In einer zunehmend komplexen Welt ist nicht nur wichtig, was wir wissen – sondern wie wir mit Wissen umgehen. Lernkompetenz wird so zur Grundlage für kritisches Denken, kreatives Problemlösen und interdisziplinäres Arbeiten – Fähigkeiten, die auf dem heutigen Arbeitsmarkt essenziell sind. Auch Studien wie die der World Economic Forum's Future of Jobs Reports bestätigen: Die „Top Skills“ der Zukunft hängen direkt mit Lernkompetenz zusammen – darunter Selbststeuerung, analytisches Denken, Flexibilität und lebenslanges Lernen.[1]

Kompetenzorientierung im Lehrplan21

Der Lehrplan21 spricht konsequent von Kompetenzen. Doch bei genauerem Hinsehen zeigt sich: Gemeint sind vor allem fachliche Kompetenzen. Überfachliche Kompetenzen wie das eigenständige Lernen, Reflektieren oder Motivieren sind zwar erwähnt, bleiben aber wenig konkretisiert und strukturell benachteiligt.

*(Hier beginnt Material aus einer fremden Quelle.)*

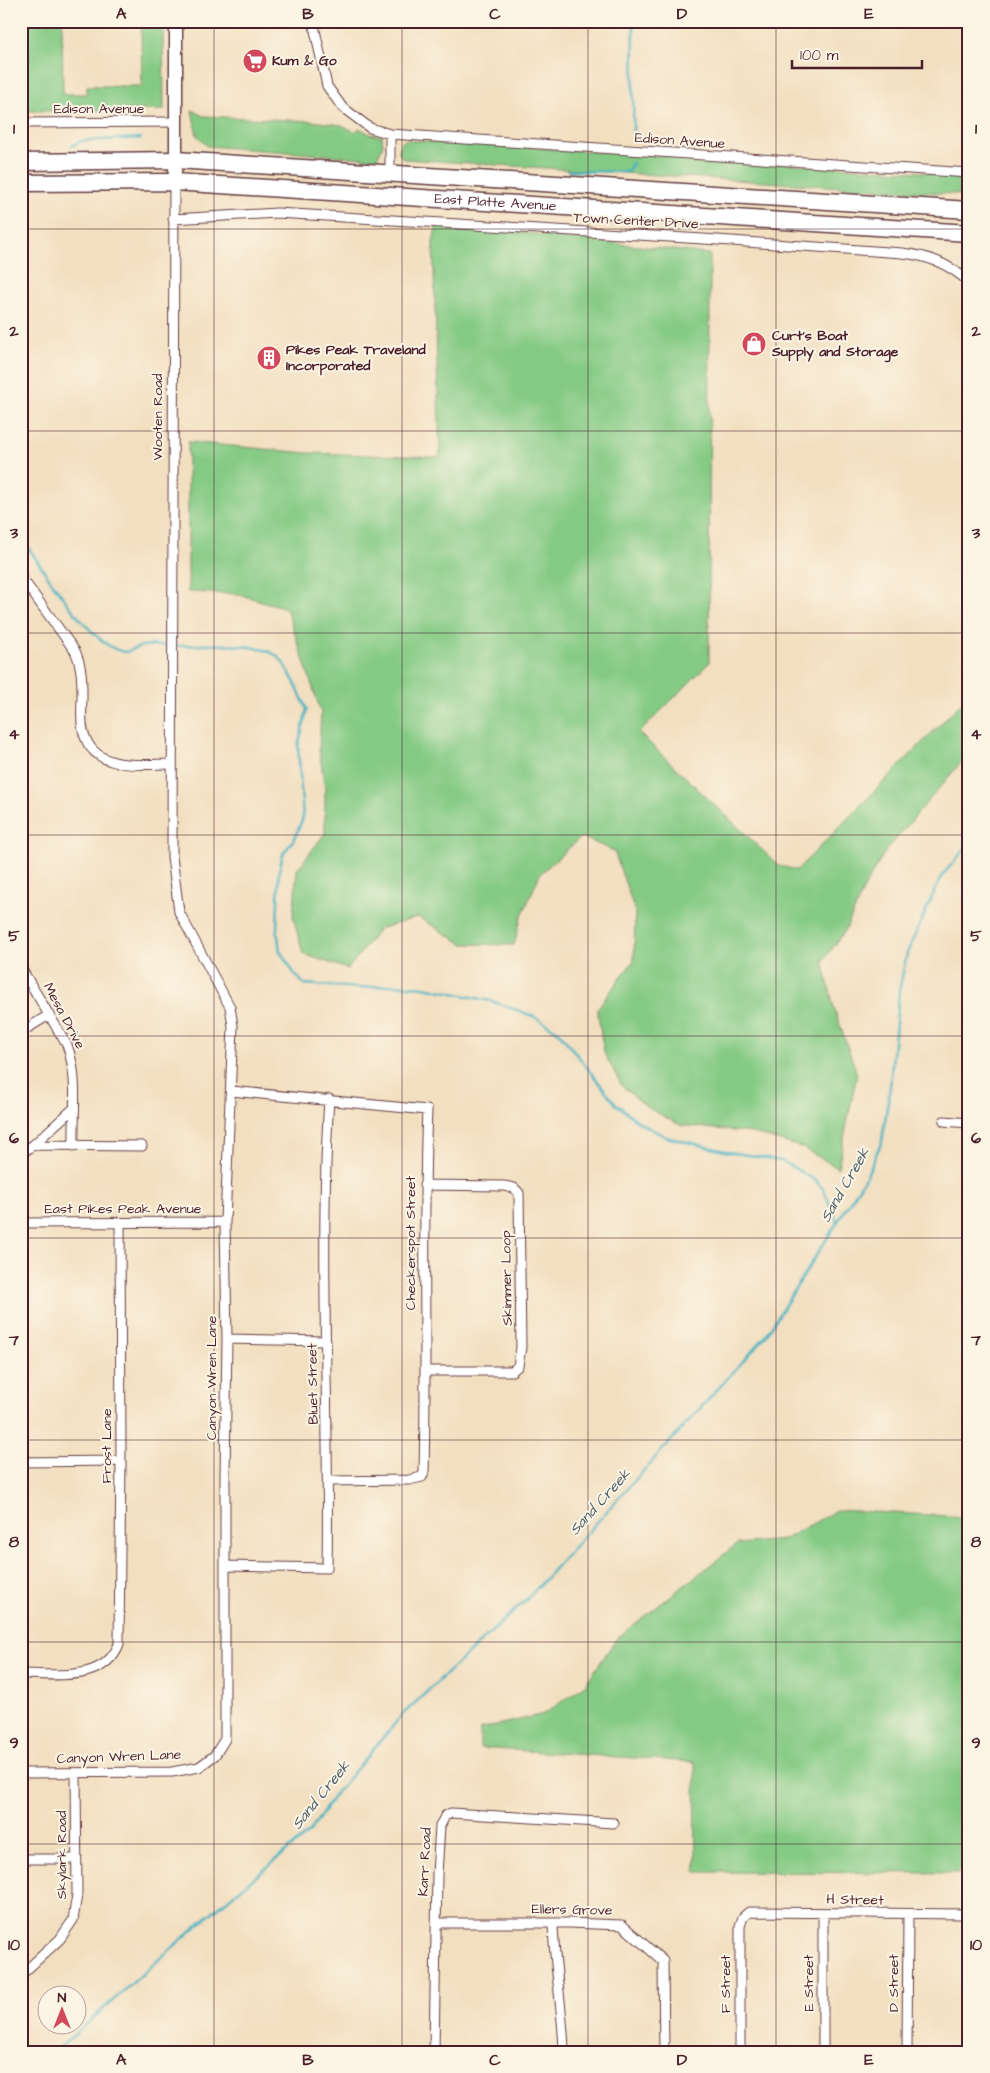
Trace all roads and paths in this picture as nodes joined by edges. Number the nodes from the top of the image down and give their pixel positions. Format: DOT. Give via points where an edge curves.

Viele Lehrpersonen erkennen den Wert dieser Kompetenzen – doch es fehlen:

  • eigene Lektionen im Stundenplan,
  • eine Fachschaft, die sie vertritt,
  • und klare Zielvorgaben oder Materialien.

Was eigentlich das Fundament für schulisches Lernen wäre, bleibt oft Randthema.

Was sagt die Forschung?

  • Hattie (2009) [1]: Metakognitive Strategien und Zielsetzung gehören zu wirksamen Einflüssen auf den Lernerfolg.
  • Dunlosky et al. (2013) [2]: Methoden wie Selbsttest und verteiltes Lernen sind hocheffektiv – aber kaum bekannt.
  • OECD (2019) [3]: Lernfähigkeit, Selbstregulation und Transfer sind Kernkompetenzen für das 21. Jahrhundert.
💡 Blick in die Praxis:
Viele Schulen etablieren kurze "Lernzeitfenster" von 10–15 Minuten, in denen gezielt Lernstrategien wie Selbsttests oder Lernjournale eingeführt und reflektiert werden. Dies senkt die Schwelle zur Umsetzung im Unterricht und zeigt nachhaltige Wirkung. 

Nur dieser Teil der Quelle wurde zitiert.